## EXCERPTED DATA
▼▼▼
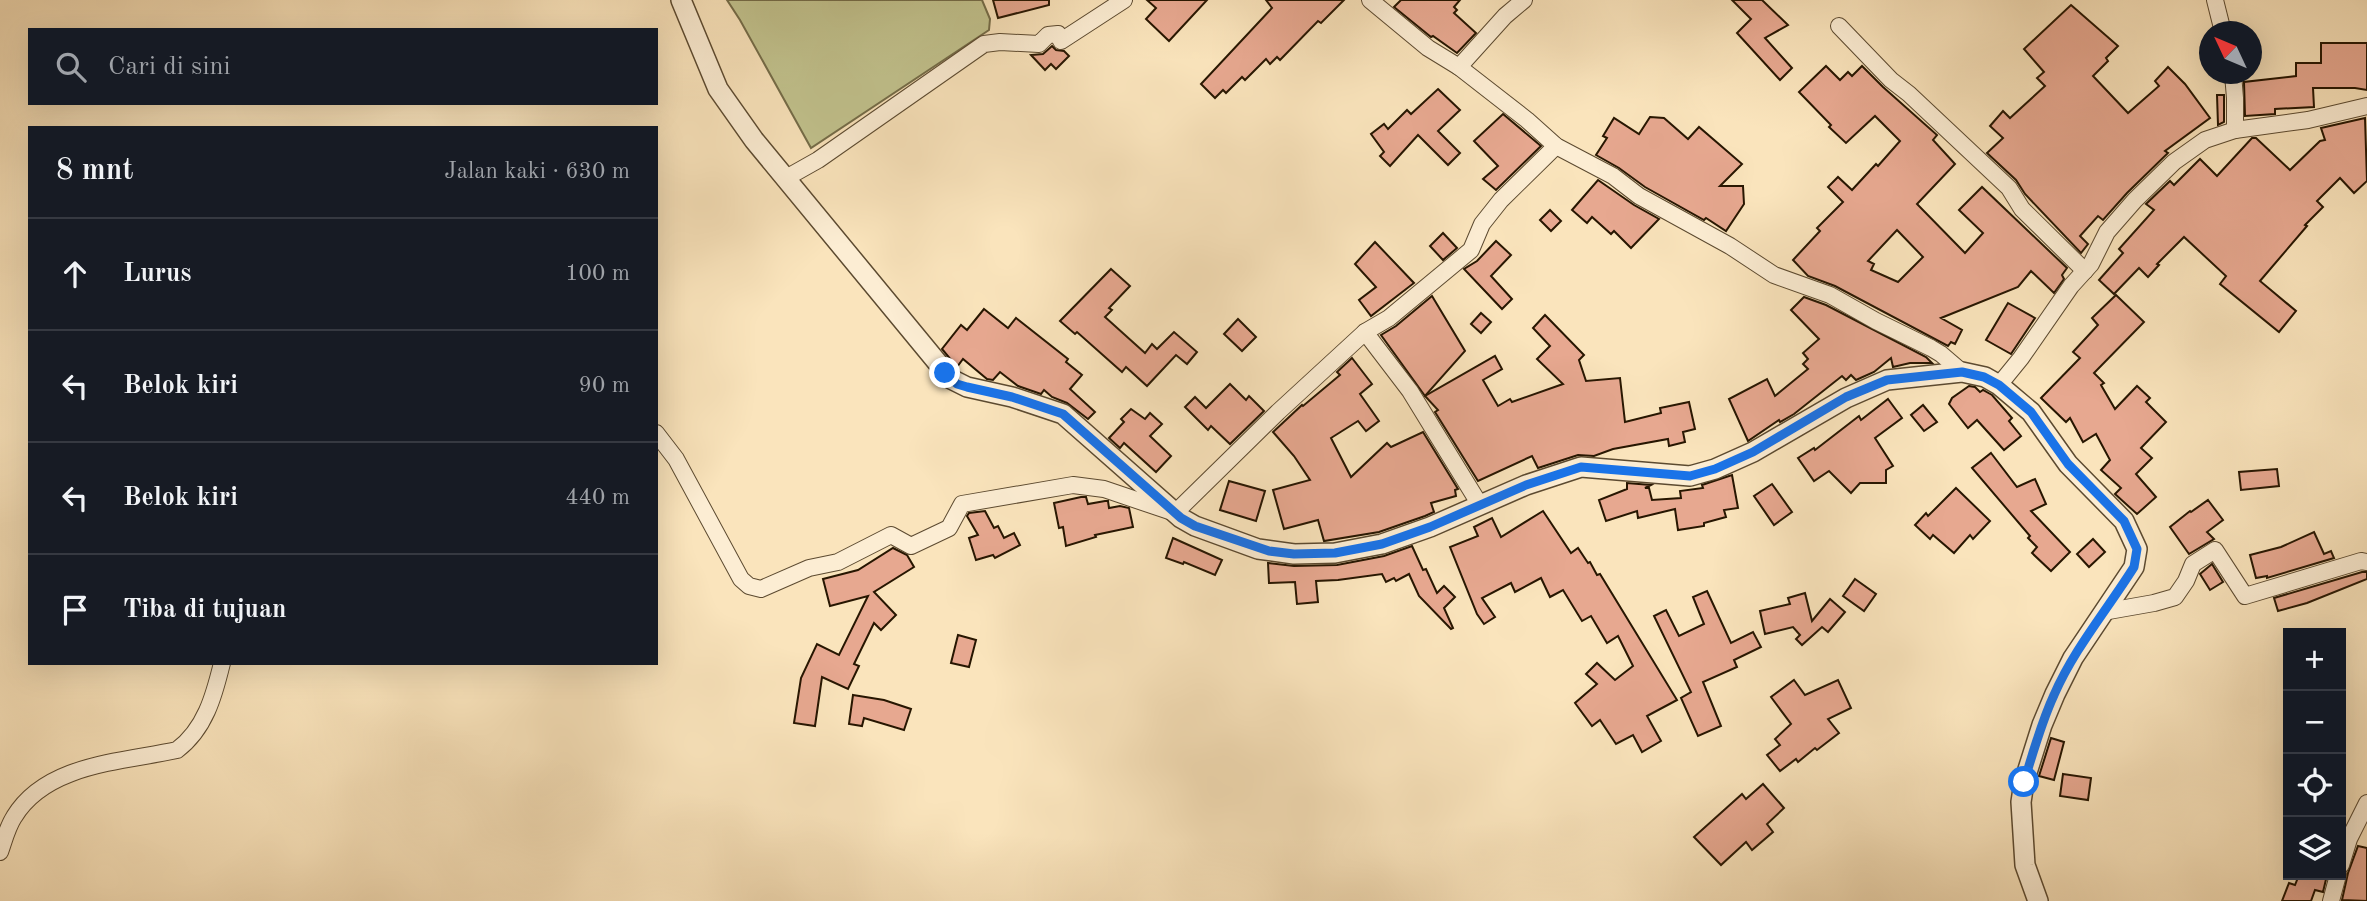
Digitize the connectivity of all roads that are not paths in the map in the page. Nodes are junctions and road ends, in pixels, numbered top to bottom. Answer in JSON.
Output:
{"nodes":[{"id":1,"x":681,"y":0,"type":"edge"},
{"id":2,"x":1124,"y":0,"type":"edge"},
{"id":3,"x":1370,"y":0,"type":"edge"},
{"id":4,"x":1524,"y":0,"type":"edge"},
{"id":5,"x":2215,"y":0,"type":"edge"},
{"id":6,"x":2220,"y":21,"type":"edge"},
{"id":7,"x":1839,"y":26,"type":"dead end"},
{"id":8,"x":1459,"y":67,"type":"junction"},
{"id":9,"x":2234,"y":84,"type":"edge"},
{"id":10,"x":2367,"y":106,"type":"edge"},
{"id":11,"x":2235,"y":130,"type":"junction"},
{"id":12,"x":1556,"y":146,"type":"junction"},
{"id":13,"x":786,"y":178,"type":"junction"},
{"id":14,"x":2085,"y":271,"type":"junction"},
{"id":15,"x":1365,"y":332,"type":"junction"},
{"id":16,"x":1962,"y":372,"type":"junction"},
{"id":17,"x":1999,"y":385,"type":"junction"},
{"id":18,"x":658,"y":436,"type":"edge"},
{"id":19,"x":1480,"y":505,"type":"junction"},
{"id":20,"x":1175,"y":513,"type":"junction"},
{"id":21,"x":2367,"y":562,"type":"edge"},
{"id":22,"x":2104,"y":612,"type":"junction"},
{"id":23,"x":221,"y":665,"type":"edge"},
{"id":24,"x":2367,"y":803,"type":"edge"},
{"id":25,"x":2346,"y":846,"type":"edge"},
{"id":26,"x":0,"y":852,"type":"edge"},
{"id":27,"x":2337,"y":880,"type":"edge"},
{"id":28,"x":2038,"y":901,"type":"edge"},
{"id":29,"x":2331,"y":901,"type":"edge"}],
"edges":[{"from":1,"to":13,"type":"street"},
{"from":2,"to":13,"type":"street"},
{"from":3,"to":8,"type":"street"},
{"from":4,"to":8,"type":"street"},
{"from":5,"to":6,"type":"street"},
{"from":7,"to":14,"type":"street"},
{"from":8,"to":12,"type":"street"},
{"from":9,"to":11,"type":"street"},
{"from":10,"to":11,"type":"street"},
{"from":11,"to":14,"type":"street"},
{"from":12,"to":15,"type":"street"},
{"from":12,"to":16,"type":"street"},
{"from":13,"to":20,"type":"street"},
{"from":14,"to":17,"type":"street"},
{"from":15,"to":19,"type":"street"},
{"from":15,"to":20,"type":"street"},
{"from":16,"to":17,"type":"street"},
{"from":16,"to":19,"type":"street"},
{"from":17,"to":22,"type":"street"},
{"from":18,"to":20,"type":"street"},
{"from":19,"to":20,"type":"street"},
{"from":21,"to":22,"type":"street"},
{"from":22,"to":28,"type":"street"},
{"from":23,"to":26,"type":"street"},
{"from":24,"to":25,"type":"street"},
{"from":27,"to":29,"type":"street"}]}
▲▲▲
▼▼▼
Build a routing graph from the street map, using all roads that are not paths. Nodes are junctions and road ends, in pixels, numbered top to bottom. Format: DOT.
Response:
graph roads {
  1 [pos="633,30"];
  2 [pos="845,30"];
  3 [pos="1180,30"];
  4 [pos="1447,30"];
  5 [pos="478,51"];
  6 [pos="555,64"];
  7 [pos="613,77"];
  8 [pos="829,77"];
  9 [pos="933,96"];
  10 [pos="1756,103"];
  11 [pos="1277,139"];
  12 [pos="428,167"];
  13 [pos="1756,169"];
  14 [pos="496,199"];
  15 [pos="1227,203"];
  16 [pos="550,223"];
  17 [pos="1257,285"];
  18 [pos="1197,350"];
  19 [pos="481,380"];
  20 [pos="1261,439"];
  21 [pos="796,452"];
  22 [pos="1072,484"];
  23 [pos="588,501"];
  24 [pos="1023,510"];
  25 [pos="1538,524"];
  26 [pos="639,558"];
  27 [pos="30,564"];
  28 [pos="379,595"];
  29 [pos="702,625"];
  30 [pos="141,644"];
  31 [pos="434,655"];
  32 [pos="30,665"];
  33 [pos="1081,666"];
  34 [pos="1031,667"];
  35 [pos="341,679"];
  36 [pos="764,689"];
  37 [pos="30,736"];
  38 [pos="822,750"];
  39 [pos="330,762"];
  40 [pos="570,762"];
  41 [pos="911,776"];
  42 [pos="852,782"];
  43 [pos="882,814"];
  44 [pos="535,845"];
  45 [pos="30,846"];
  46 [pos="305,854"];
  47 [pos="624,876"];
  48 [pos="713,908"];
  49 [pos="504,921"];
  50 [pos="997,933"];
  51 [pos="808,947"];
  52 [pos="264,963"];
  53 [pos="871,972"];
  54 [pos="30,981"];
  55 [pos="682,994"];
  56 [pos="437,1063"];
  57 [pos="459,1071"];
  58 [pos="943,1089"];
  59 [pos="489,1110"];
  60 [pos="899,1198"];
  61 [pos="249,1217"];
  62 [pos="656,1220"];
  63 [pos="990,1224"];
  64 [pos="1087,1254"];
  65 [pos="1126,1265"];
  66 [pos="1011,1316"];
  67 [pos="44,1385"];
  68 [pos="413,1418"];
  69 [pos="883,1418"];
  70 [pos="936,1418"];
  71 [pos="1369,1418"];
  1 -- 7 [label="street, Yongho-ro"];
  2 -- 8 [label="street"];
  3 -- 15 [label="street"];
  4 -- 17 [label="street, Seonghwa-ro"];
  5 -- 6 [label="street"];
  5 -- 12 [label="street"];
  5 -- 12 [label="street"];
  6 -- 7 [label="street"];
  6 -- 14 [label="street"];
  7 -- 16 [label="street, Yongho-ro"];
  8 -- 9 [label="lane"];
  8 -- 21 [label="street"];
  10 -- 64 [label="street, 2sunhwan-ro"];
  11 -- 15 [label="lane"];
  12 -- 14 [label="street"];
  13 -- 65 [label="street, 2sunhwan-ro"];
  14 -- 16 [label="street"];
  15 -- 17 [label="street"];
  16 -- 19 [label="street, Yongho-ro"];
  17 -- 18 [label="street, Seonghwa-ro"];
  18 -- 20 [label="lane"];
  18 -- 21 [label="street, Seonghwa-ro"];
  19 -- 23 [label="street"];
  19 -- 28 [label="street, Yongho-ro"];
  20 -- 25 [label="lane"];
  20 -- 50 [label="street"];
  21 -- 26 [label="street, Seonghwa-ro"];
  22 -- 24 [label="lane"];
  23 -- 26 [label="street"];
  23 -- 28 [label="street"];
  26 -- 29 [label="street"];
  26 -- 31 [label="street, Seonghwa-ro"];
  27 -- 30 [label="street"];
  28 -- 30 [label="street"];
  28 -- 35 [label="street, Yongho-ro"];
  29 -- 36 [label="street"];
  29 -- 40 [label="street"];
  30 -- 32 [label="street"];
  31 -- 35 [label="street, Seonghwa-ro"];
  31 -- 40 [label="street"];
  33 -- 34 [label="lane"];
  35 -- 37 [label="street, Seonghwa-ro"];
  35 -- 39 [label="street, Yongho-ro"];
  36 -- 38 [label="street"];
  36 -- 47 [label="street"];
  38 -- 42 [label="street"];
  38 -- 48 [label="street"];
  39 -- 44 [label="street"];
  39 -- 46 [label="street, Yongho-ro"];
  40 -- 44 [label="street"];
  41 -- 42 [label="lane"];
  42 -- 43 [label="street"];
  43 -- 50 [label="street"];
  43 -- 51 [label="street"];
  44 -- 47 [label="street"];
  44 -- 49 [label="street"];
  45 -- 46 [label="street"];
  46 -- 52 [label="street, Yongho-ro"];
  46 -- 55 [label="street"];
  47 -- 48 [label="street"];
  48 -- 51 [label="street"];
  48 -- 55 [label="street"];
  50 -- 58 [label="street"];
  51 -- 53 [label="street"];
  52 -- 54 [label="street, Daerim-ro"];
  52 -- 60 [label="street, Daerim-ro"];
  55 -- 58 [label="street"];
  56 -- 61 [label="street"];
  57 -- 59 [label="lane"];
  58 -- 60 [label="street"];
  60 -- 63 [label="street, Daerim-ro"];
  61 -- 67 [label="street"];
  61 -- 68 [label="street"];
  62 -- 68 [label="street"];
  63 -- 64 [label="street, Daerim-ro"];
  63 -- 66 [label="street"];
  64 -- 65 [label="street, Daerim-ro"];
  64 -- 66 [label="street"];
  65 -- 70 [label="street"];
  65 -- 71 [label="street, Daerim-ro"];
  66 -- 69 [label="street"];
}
▲▲▲
▼▼▼
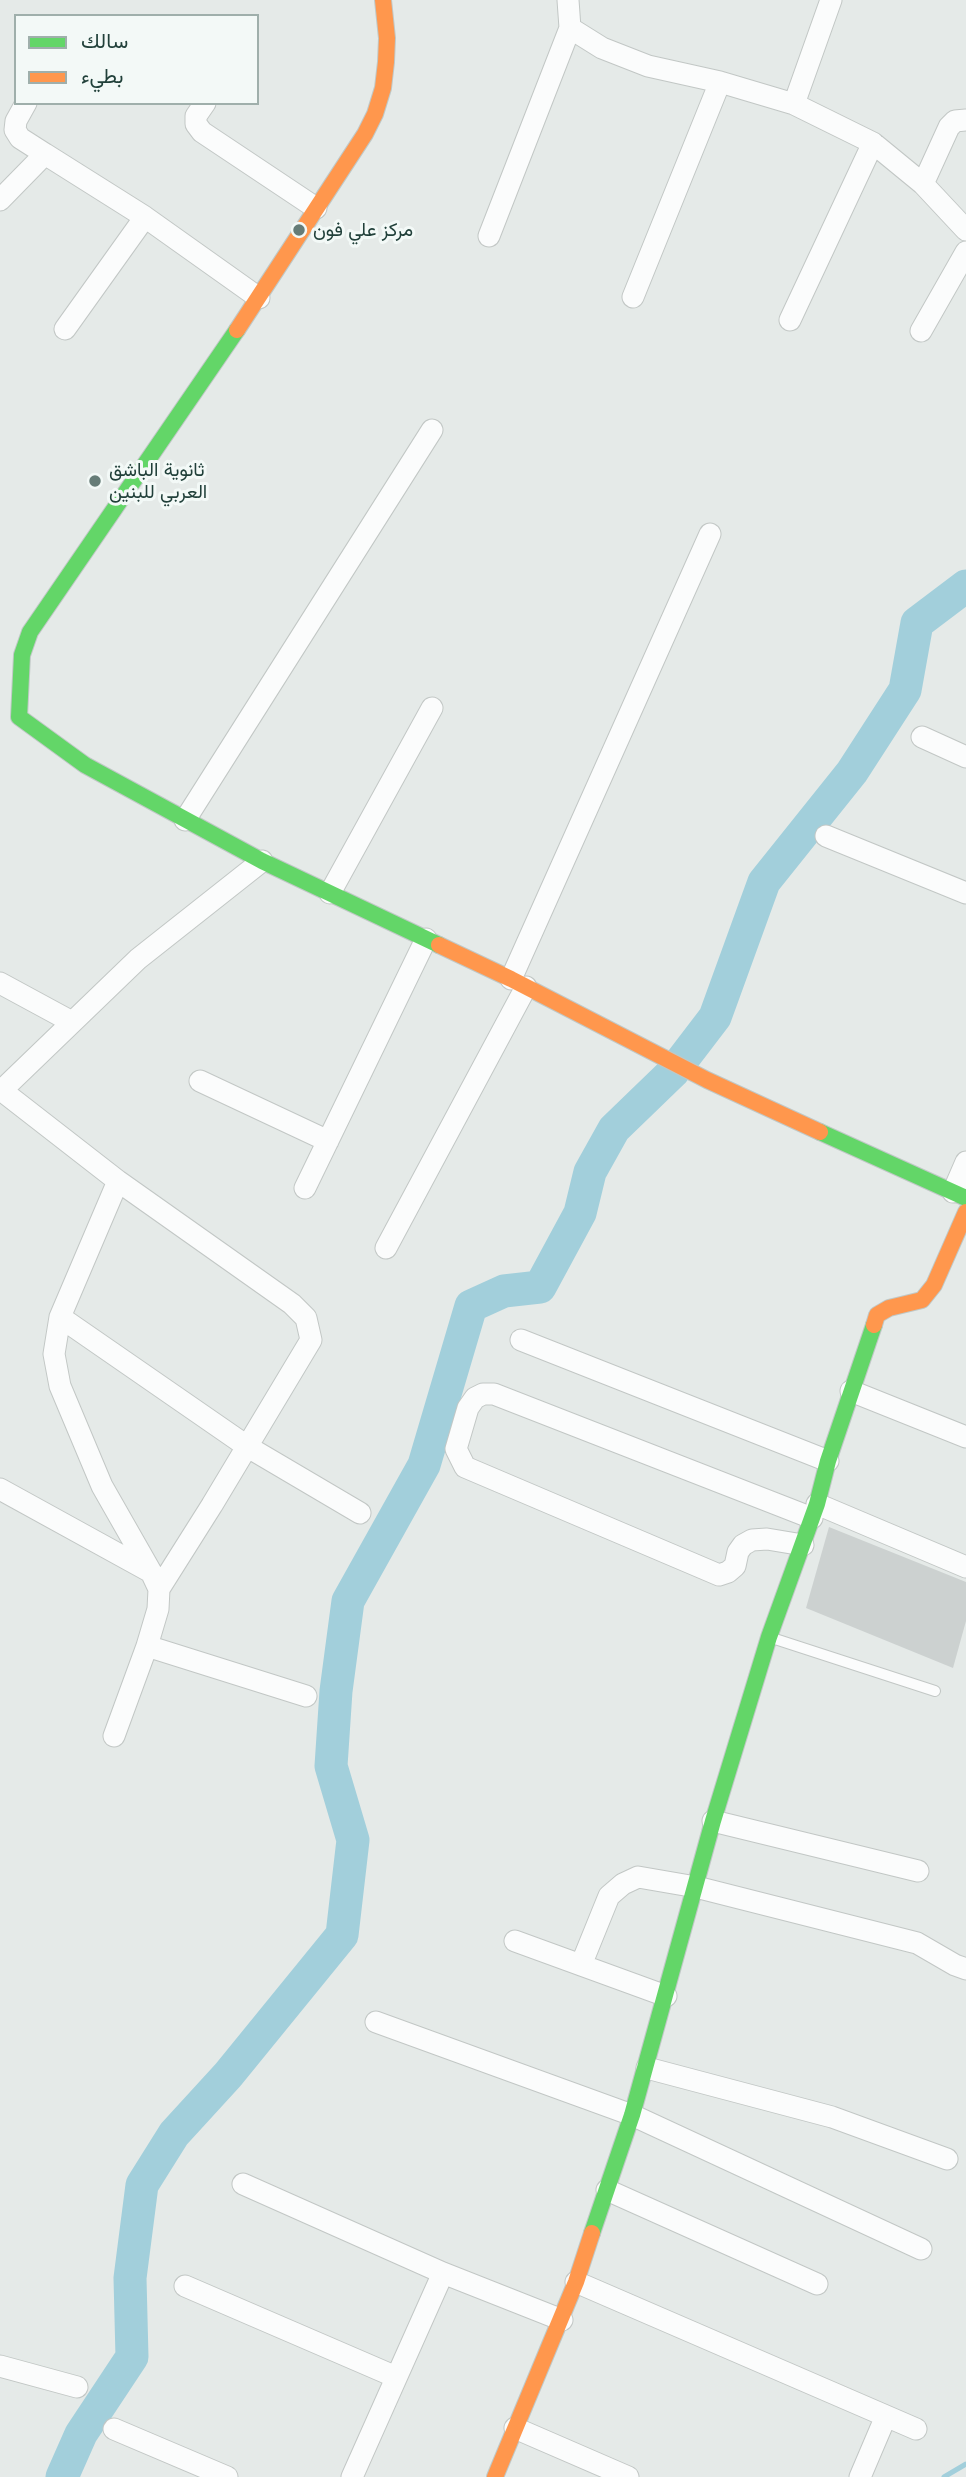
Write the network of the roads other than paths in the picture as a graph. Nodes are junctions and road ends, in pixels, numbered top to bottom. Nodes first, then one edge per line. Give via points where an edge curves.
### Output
▲▲▲
## PROMPT
Show every line above in which the word "junctions" appears.

## TASK ANSWER
Digitize the connectivity of all roads that are not paths in the map in the page. Nodes are junctions and road ends, in pixels, numbered top to bottom. Answer in JSON.
Build a routing graph from the street map, using all roads that are not paths. Nodes are junctions and road ends, in pixels, numbered top to bottom. Format: DOT.
Write the network of the roads other than paths in the picture as a graph. Nodes are junctions and road ends, in pixels, numbered top to bottom. Nodes first, then one edge per line. Give via points where an edge curves.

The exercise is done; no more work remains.